◆ **Try it**
Every entry must reappear in your answer exactly as written, though its pictures must not.

[Collected data entries]
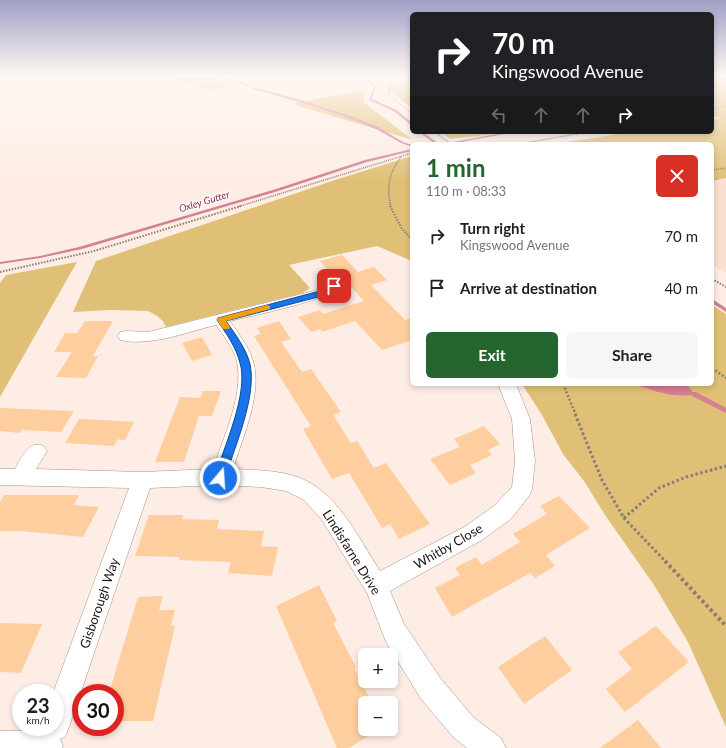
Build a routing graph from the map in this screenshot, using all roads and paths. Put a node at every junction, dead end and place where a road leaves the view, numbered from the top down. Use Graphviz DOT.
graph roads {
  1 [pos="437,134"];
  2 [pos="578,134"];
  3 [pos="448,142"];
  4 [pos="532,142"];
  5 [pos="410,153"];
  6 [pos="403,155"];
  7 [pos="726,168"];
  8 [pos="714,170"];
  9 [pos="410,238"];
  10 [pos="0,272"];
  11 [pos="714,280"];
  12 [pos="334,286"];
  13 [pos="726,287"];
  14 [pos="221,320"];
  15 [pos="126,336"];
  16 [pos="714,369"];
  17 [pos="726,378"];
  18 [pos="508,386"];
  19 [pos="564,386"];
  20 [pos="36,451"];
  21 [pos="726,466"];
  22 [pos="10,477"];
  23 [pos="220,478"];
  24 [pos="142,480"];
  25 [pos="624,518"];
  26 [pos="376,586"];
  27 [pos="726,626"];
  28 [pos="51,737"];
  29 [pos="0,746"];
  30 [pos="491,748"];
  1 -- 3 [label="path"];
  2 -- 4 [label="path"];
  5 -- 6 [label="path"];
  6 -- 9 [label="path"];
  6 -- 10 [label="path"];
  7 -- 8 [label="path"];
  11 -- 13 [label="path"];
  12 -- 14 [label="street"];
  14 -- 15 [label="street"];
  14 -- 23 [label="street"];
  16 -- 17 [label="path"];
  18 -- 26 [label="street, Whitby Close"];
  19 -- 25 [label="path"];
  20 -- 22 [label="street, Lindisfarne Drive"];
  21 -- 25 [label="path"];
  22 -- 24 [label="street, Lindisfarne Drive"];
  23 -- 24 [label="street, Lindisfarne Drive"];
  23 -- 26 [label="street, Lindisfarne Drive"];
  24 -- 28 [label="street, Gisborough Way"];
  25 -- 27 [label="path"];
  26 -- 30 [label="street, Lindisfarne Drive"];
  28 -- 29 [label="street, Gisborough Way"];
}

◆ **Exercise result**
Build a routing graph from the map in this screenshot, using all roads and paths. Put a node at every junction, dead end and place where a road leaves the view, numbered from the top down. Use Graphviz DOT.
graph roads {
  1 [pos="437,134"];
  2 [pos="578,134"];
  3 [pos="448,142"];
  4 [pos="532,142"];
  5 [pos="410,153"];
  6 [pos="403,155"];
  7 [pos="726,168"];
  8 [pos="714,170"];
  9 [pos="410,238"];
  10 [pos="0,272"];
  11 [pos="714,280"];
  12 [pos="334,286"];
  13 [pos="726,287"];
  14 [pos="221,320"];
  15 [pos="126,336"];
  16 [pos="714,369"];
  17 [pos="726,378"];
  18 [pos="508,386"];
  19 [pos="564,386"];
  20 [pos="36,451"];
  21 [pos="726,466"];
  22 [pos="10,477"];
  23 [pos="220,478"];
  24 [pos="142,480"];
  25 [pos="624,518"];
  26 [pos="376,586"];
  27 [pos="726,626"];
  28 [pos="51,737"];
  29 [pos="0,746"];
  30 [pos="491,748"];
  1 -- 3 [label="path"];
  2 -- 4 [label="path"];
  5 -- 6 [label="path"];
  6 -- 9 [label="path"];
  6 -- 10 [label="path"];
  7 -- 8 [label="path"];
  11 -- 13 [label="path"];
  12 -- 14 [label="street"];
  14 -- 15 [label="street"];
  14 -- 23 [label="street"];
  16 -- 17 [label="path"];
  18 -- 26 [label="street, Whitby Close"];
  19 -- 25 [label="path"];
  20 -- 22 [label="street, Lindisfarne Drive"];
  21 -- 25 [label="path"];
  22 -- 24 [label="street, Lindisfarne Drive"];
  23 -- 24 [label="street, Lindisfarne Drive"];
  23 -- 26 [label="street, Lindisfarne Drive"];
  24 -- 28 [label="street, Gisborough Way"];
  25 -- 27 [label="path"];
  26 -- 30 [label="street, Lindisfarne Drive"];
  28 -- 29 [label="street, Gisborough Way"];
}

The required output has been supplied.